ASSIGNED TASK
Leave out the pictures and give back all the entries exactly as written.

TASK INPUT
____
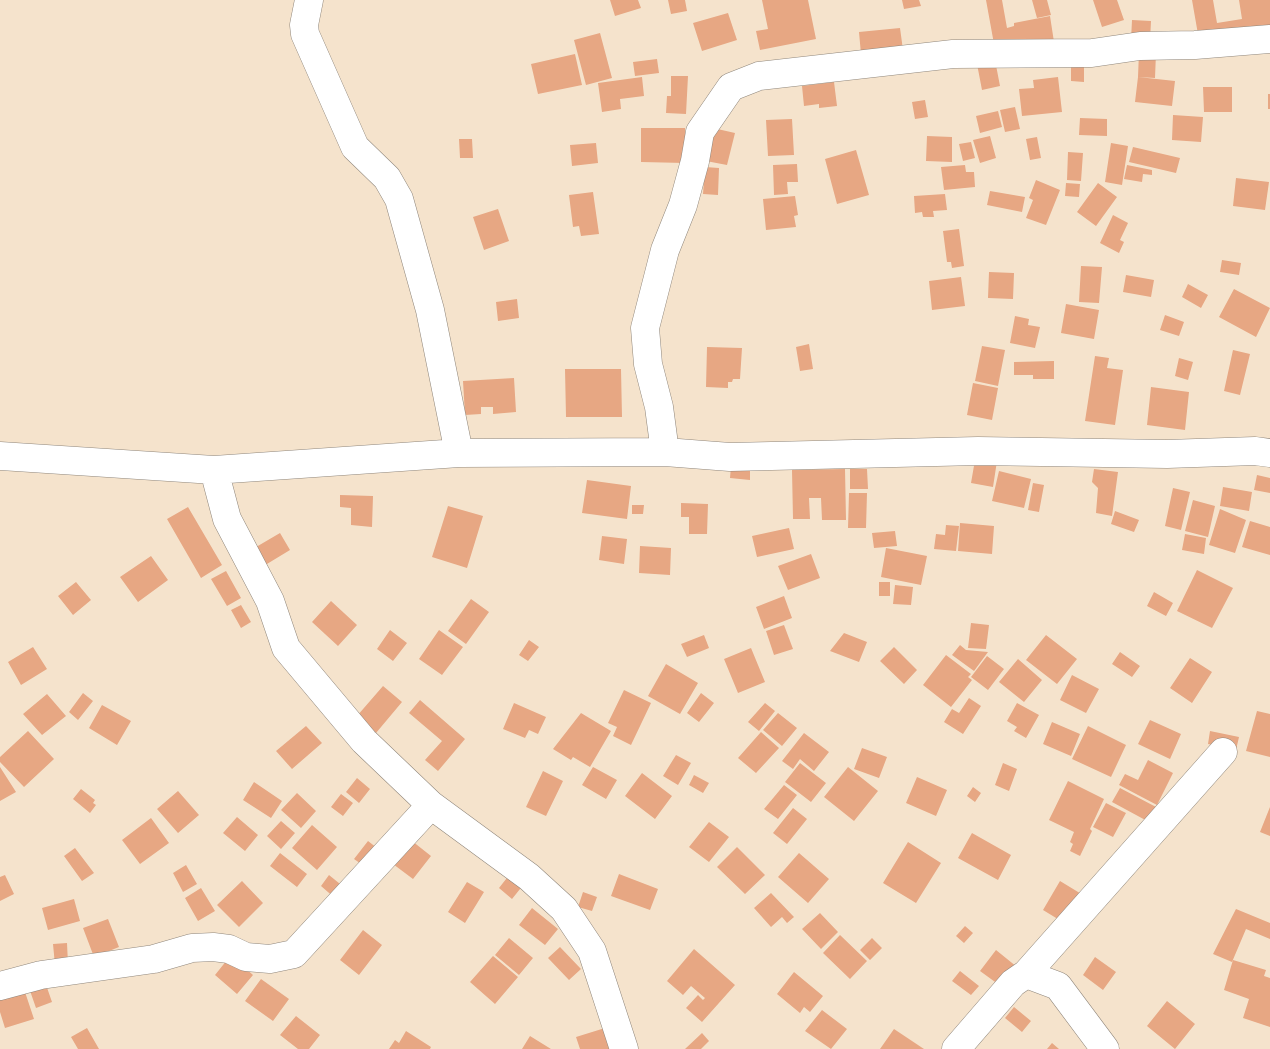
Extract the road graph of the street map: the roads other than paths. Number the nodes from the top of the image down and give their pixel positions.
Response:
1 (310, 0) edge
2 (1270, 39) edge
3 (665, 452) junction
4 (459, 453) junction
5 (1270, 453) edge
6 (0, 456) edge
7 (214, 470) junction
8 (1223, 752) dead end
9 (430, 805) junction
10 (1026, 974) junction
11 (0, 986) edge
12 (624, 1049) edge
13 (956, 1049) edge
14 (1105, 1049) edge

1 - 4 street
2 - 3 street
3 - 4 street
3 - 5 street
4 - 7 street
6 - 7 street
7 - 9 street
8 - 10 street
9 - 11 street
9 - 12 street
10 - 13 street
10 - 14 street

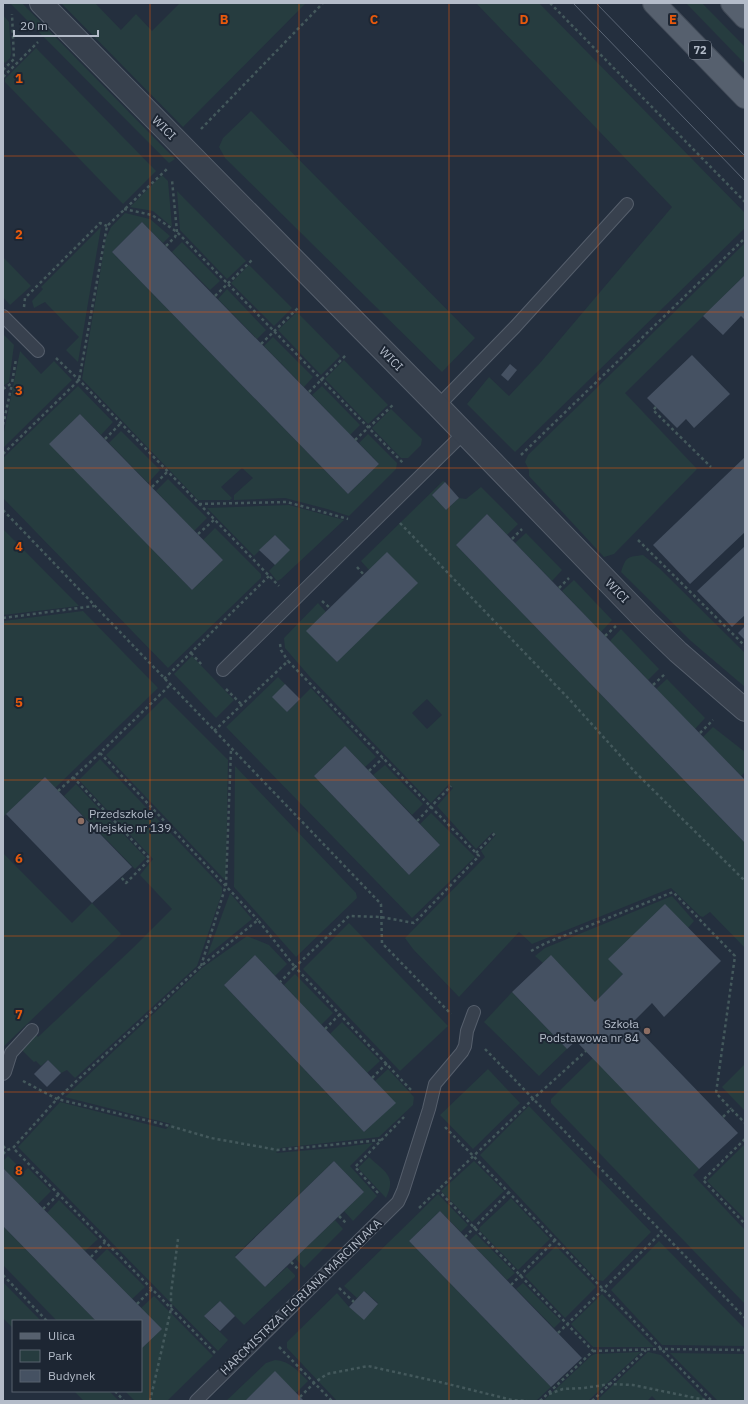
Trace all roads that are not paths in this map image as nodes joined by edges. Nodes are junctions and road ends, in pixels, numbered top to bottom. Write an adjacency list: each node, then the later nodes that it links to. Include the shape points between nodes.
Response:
____
TASK RESULT
Extract the road graph of the street map: the roads other than paths. Number the nodes from the top of the image down and give their pixel positions.
Response:
1 (310, 0) edge
2 (1270, 39) edge
3 (665, 452) junction
4 (459, 453) junction
5 (1270, 453) edge
6 (0, 456) edge
7 (214, 470) junction
8 (1223, 752) dead end
9 (430, 805) junction
10 (1026, 974) junction
11 (0, 986) edge
12 (624, 1049) edge
13 (956, 1049) edge
14 (1105, 1049) edge

1 - 4 street
2 - 3 street
3 - 4 street
3 - 5 street
4 - 7 street
6 - 7 street
7 - 9 street
8 - 10 street
9 - 11 street
9 - 12 street
10 - 13 street
10 - 14 street

Trace all roads that are not paths in this map image as nodes joined by edges. Nodes are junctions and road ends, in pixels, numbered top to bottom. Write an adjacency list: each node, then the later nodes that it links to. Include the shape points between nodes.
Response:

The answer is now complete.